Allopathic medicine or allopathy is a pejorative term used by proponents of alternative medicine to refer to modern scientific systems of medicine, such as the use of pharmacologically active agents or physical interventions to treat or suppress symptoms or pathophysiologic processes of diseases or conditions. The expression was coined in 1810 by the creator of homeopathy, Samuel Hahnemann (1755–1843). Among homeopaths and other alternative medicine advocates, the expression "allopathic medicine" is still used to refer to "the broad category of medical practice that is sometimes called Western medicine, biomedicine, evidence-based medicine, or modern medicine."

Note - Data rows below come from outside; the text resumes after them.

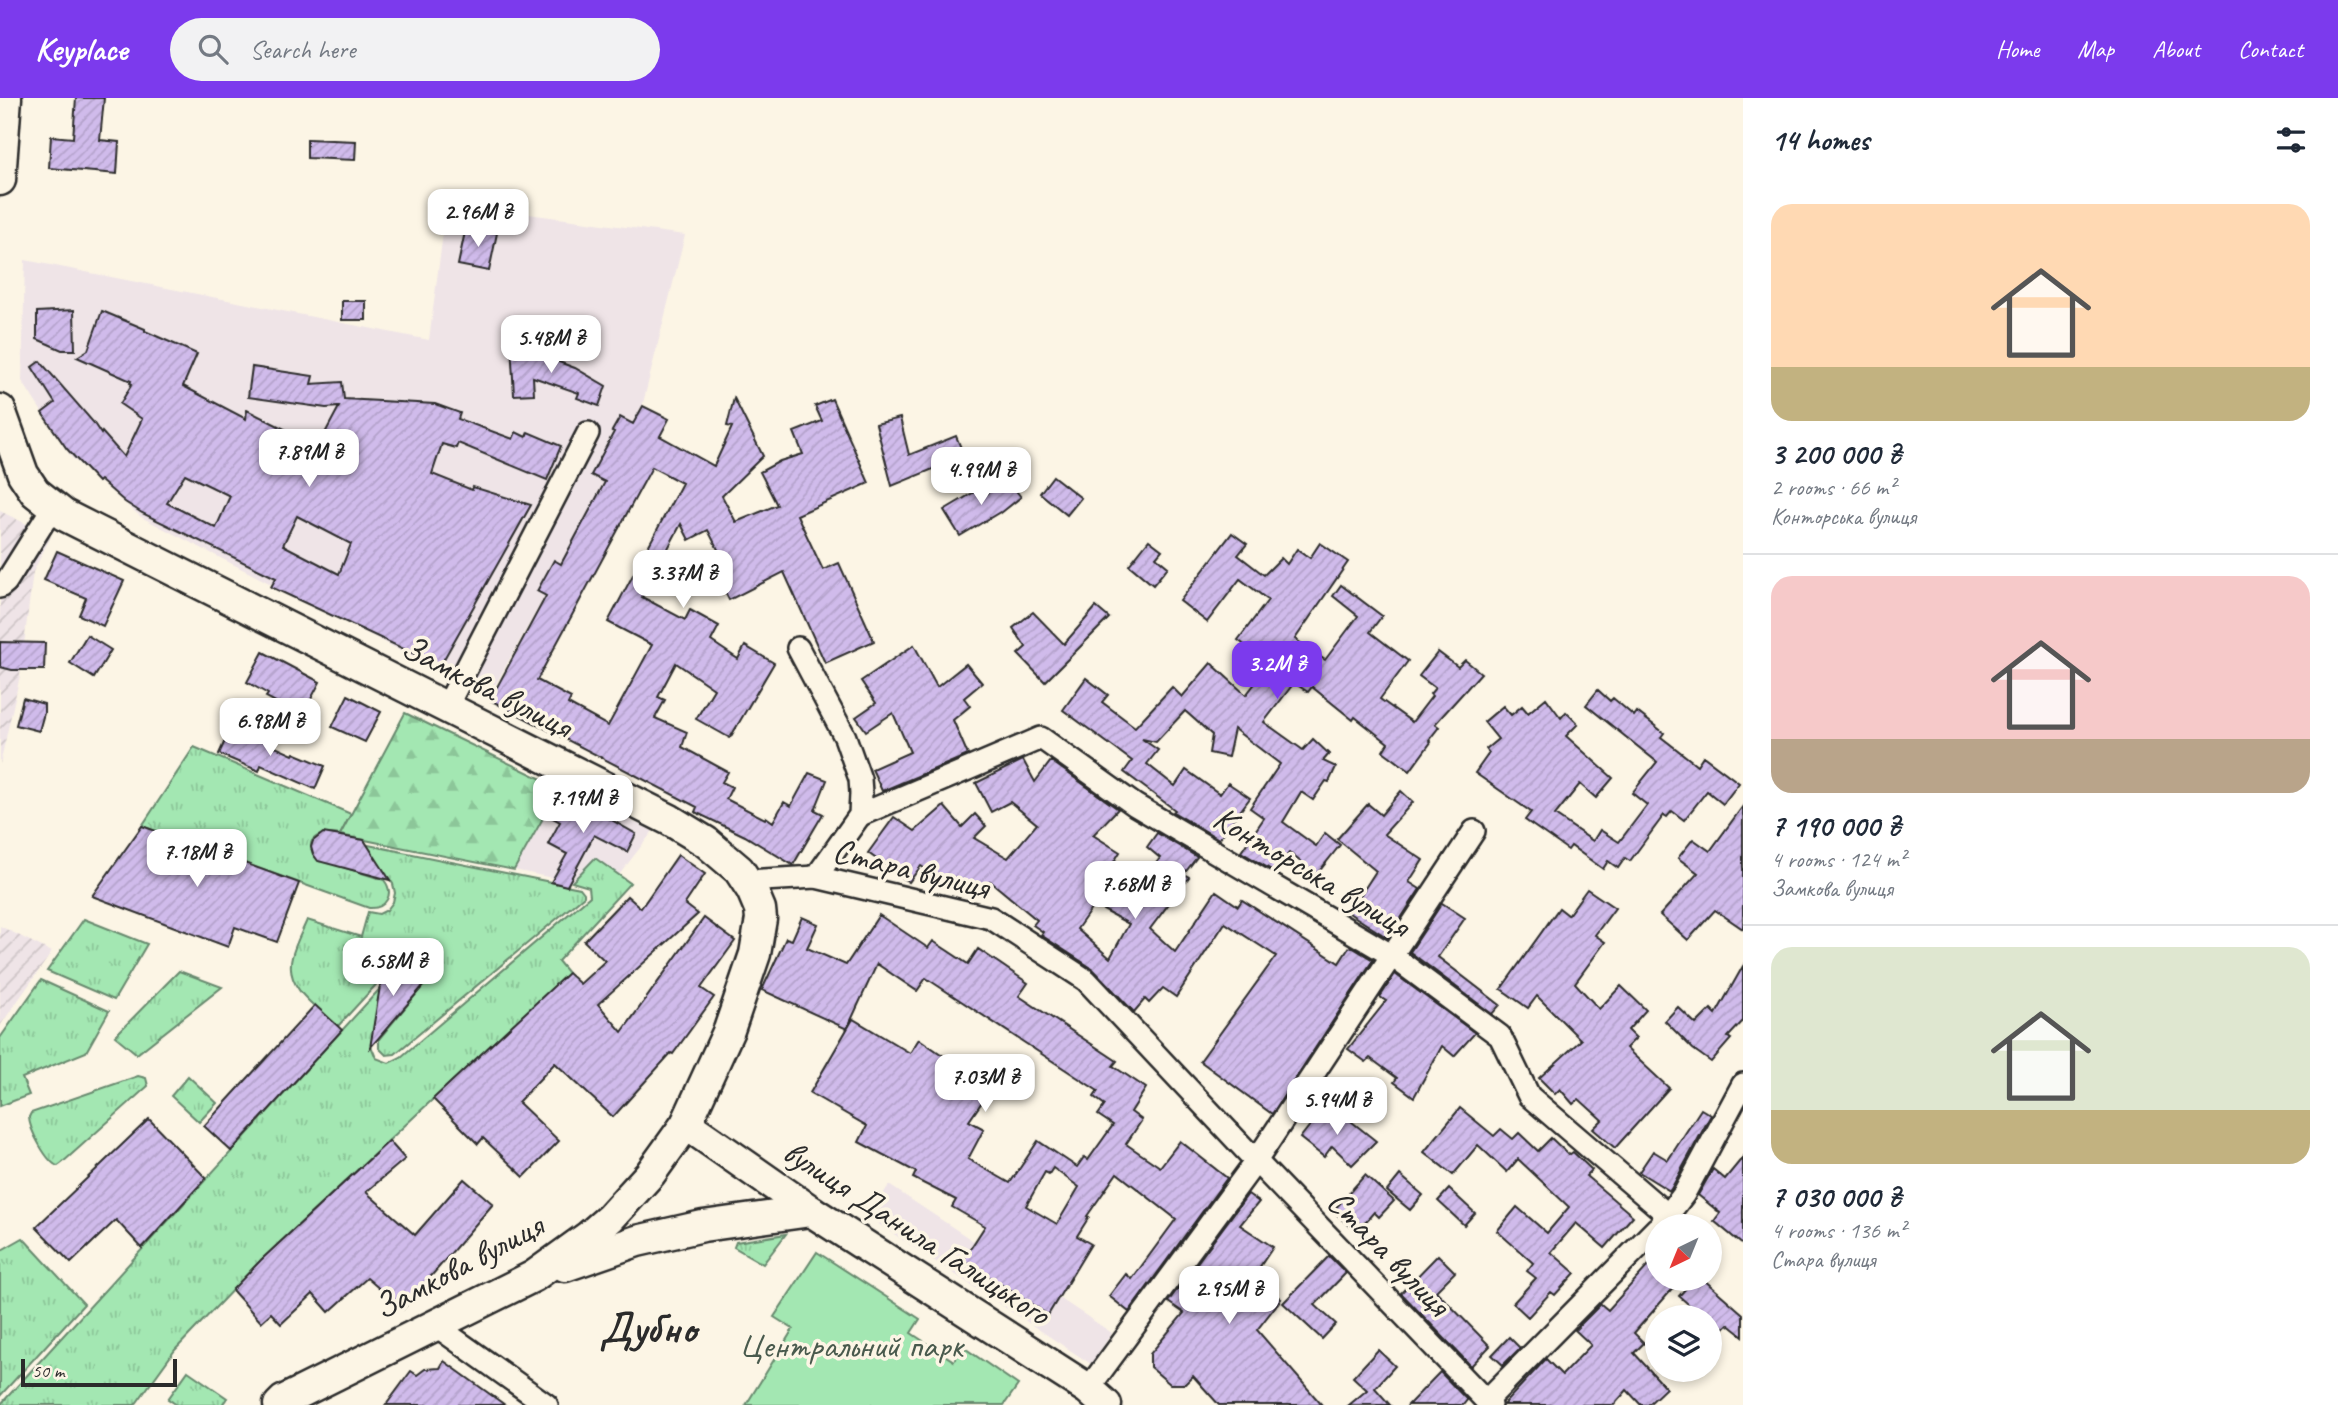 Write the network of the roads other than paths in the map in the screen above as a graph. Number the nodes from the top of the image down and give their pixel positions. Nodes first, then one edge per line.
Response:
1 (6, 98) edge
2 (0, 180) edge
3 (0, 410) edge
4 (588, 433) dead end
5 (53, 507) junction
6 (0, 587) edge
7 (798, 648) dead end
8 (446, 708) junction
9 (860, 815) junction
10 (1474, 831) dead end
11 (816, 877) junction
12 (747, 881) junction
13 (1391, 955) junction
14 (1743, 1084) edge
15 (686, 1124) junction
16 (1256, 1161) junction
17 (811, 1211) junction
18 (1652, 1214) edge
19 (1669, 1214) edge
20 (1645, 1241) edge
21 (534, 1276) junction
22 (435, 1325) junction
23 (1097, 1397) edge
24 (1488, 1403) edge
25 (282, 1404) edge
26 (547, 1405) edge

1 - 2 main road
3 - 5 main road, Замкова вулиця
4 - 8 street
5 - 6 street
5 - 8 main road, Замкова вулиця
7 - 9 street
8 - 12 main road, Замкова вулиця
9 - 11 street
9 - 13 street, Конторська вулиця
10 - 13 street
11 - 12 street, Стара вулиця
11 - 16 street, Стара вулиця
12 - 15 main road, Замкова вулиця
13 - 16 street
13 - 18 street, Конторська вулиця
14 - 19 street
15 - 17 main road, вулиця Данила Галицького
15 - 21 main road, Замкова вулиця
16 - 23 street
16 - 24 street, Стара вулиця
17 - 21 main road
17 - 23 main road, вулиця Данила Галицького
20 - 24 street
21 - 22 main road, Замкова вулиця
22 - 25 main road, Замкова вулиця
22 - 26 street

Use of the term remains common among homeopaths and has spread to other alternative medicine practices. The meaning implied by the label has never been accepted by conventional medicine and is still considered pejorative by some. William Jarvis, an expert on alternative medicine and public health, states that "although many modern therapies can be construed to conform to an allopathic rationale (e.g., using a laxative to relieve constipation), standard medicine has never paid allegiance to an allopathic principle" and that the label "allopath" was "considered highly derisive by regular medicine."

Many modern science-based medical treatments (antibiotics, vaccines, and chemotherapeutics, for example) do not fit Samuel Hahnemann's definition of allopathy, as they seek to prevent illness, or remove the cause of an illness by acting on the cause of disease.